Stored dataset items
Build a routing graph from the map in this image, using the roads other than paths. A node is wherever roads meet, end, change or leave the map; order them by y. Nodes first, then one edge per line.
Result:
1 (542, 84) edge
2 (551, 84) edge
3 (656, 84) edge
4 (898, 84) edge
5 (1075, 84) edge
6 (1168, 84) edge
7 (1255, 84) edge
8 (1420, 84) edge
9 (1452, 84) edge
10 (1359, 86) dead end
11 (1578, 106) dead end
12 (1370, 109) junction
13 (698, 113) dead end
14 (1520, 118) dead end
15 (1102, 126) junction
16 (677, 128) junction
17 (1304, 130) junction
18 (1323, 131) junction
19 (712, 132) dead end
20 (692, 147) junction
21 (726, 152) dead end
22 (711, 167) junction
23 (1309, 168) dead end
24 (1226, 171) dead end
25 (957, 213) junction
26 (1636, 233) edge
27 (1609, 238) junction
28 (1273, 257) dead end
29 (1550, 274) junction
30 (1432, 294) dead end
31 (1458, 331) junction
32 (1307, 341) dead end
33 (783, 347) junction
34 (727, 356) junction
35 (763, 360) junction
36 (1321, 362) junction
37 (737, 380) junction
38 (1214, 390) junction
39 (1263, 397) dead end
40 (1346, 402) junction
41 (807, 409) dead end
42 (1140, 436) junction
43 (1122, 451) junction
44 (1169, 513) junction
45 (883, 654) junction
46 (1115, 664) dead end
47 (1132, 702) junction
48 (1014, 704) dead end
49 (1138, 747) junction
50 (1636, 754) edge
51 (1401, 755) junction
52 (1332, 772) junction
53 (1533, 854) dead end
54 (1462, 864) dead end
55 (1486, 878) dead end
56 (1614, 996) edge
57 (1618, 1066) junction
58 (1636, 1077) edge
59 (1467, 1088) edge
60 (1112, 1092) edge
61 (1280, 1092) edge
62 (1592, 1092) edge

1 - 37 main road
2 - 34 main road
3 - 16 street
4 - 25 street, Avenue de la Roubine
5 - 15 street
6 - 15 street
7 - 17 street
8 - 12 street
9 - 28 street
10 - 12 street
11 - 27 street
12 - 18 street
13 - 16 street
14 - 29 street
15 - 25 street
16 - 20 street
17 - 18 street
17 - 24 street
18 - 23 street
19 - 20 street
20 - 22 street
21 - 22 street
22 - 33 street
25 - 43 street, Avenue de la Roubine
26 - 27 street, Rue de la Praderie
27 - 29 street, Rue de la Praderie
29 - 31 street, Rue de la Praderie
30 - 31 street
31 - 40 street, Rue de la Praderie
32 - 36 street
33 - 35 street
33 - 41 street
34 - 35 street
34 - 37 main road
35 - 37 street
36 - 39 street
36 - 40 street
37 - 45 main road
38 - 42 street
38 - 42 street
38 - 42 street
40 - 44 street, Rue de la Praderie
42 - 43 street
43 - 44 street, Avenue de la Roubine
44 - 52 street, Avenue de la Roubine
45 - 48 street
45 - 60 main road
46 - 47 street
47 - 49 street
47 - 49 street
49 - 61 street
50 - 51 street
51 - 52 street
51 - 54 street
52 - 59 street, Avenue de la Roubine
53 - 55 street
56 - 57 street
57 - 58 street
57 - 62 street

**What to work on**
A full, exact repeat of the entries above is required.

**Worked solution**
Build a routing graph from the map in this image, using the roads other than paths. A node is wherever roads meet, end, change or leave the map; order them by y. Nodes first, then one edge per line.
Result:
1 (542, 84) edge
2 (551, 84) edge
3 (656, 84) edge
4 (898, 84) edge
5 (1075, 84) edge
6 (1168, 84) edge
7 (1255, 84) edge
8 (1420, 84) edge
9 (1452, 84) edge
10 (1359, 86) dead end
11 (1578, 106) dead end
12 (1370, 109) junction
13 (698, 113) dead end
14 (1520, 118) dead end
15 (1102, 126) junction
16 (677, 128) junction
17 (1304, 130) junction
18 (1323, 131) junction
19 (712, 132) dead end
20 (692, 147) junction
21 (726, 152) dead end
22 (711, 167) junction
23 (1309, 168) dead end
24 (1226, 171) dead end
25 (957, 213) junction
26 (1636, 233) edge
27 (1609, 238) junction
28 (1273, 257) dead end
29 (1550, 274) junction
30 (1432, 294) dead end
31 (1458, 331) junction
32 (1307, 341) dead end
33 (783, 347) junction
34 (727, 356) junction
35 (763, 360) junction
36 (1321, 362) junction
37 (737, 380) junction
38 (1214, 390) junction
39 (1263, 397) dead end
40 (1346, 402) junction
41 (807, 409) dead end
42 (1140, 436) junction
43 (1122, 451) junction
44 (1169, 513) junction
45 (883, 654) junction
46 (1115, 664) dead end
47 (1132, 702) junction
48 (1014, 704) dead end
49 (1138, 747) junction
50 (1636, 754) edge
51 (1401, 755) junction
52 (1332, 772) junction
53 (1533, 854) dead end
54 (1462, 864) dead end
55 (1486, 878) dead end
56 (1614, 996) edge
57 (1618, 1066) junction
58 (1636, 1077) edge
59 (1467, 1088) edge
60 (1112, 1092) edge
61 (1280, 1092) edge
62 (1592, 1092) edge

1 - 37 main road
2 - 34 main road
3 - 16 street
4 - 25 street, Avenue de la Roubine
5 - 15 street
6 - 15 street
7 - 17 street
8 - 12 street
9 - 28 street
10 - 12 street
11 - 27 street
12 - 18 street
13 - 16 street
14 - 29 street
15 - 25 street
16 - 20 street
17 - 18 street
17 - 24 street
18 - 23 street
19 - 20 street
20 - 22 street
21 - 22 street
22 - 33 street
25 - 43 street, Avenue de la Roubine
26 - 27 street, Rue de la Praderie
27 - 29 street, Rue de la Praderie
29 - 31 street, Rue de la Praderie
30 - 31 street
31 - 40 street, Rue de la Praderie
32 - 36 street
33 - 35 street
33 - 41 street
34 - 35 street
34 - 37 main road
35 - 37 street
36 - 39 street
36 - 40 street
37 - 45 main road
38 - 42 street
38 - 42 street
38 - 42 street
40 - 44 street, Rue de la Praderie
42 - 43 street
43 - 44 street, Avenue de la Roubine
44 - 52 street, Avenue de la Roubine
45 - 48 street
45 - 60 main road
46 - 47 street
47 - 49 street
47 - 49 street
49 - 61 street
50 - 51 street
51 - 52 street
51 - 54 street
52 - 59 street, Avenue de la Roubine
53 - 55 street
56 - 57 street
57 - 58 street
57 - 62 street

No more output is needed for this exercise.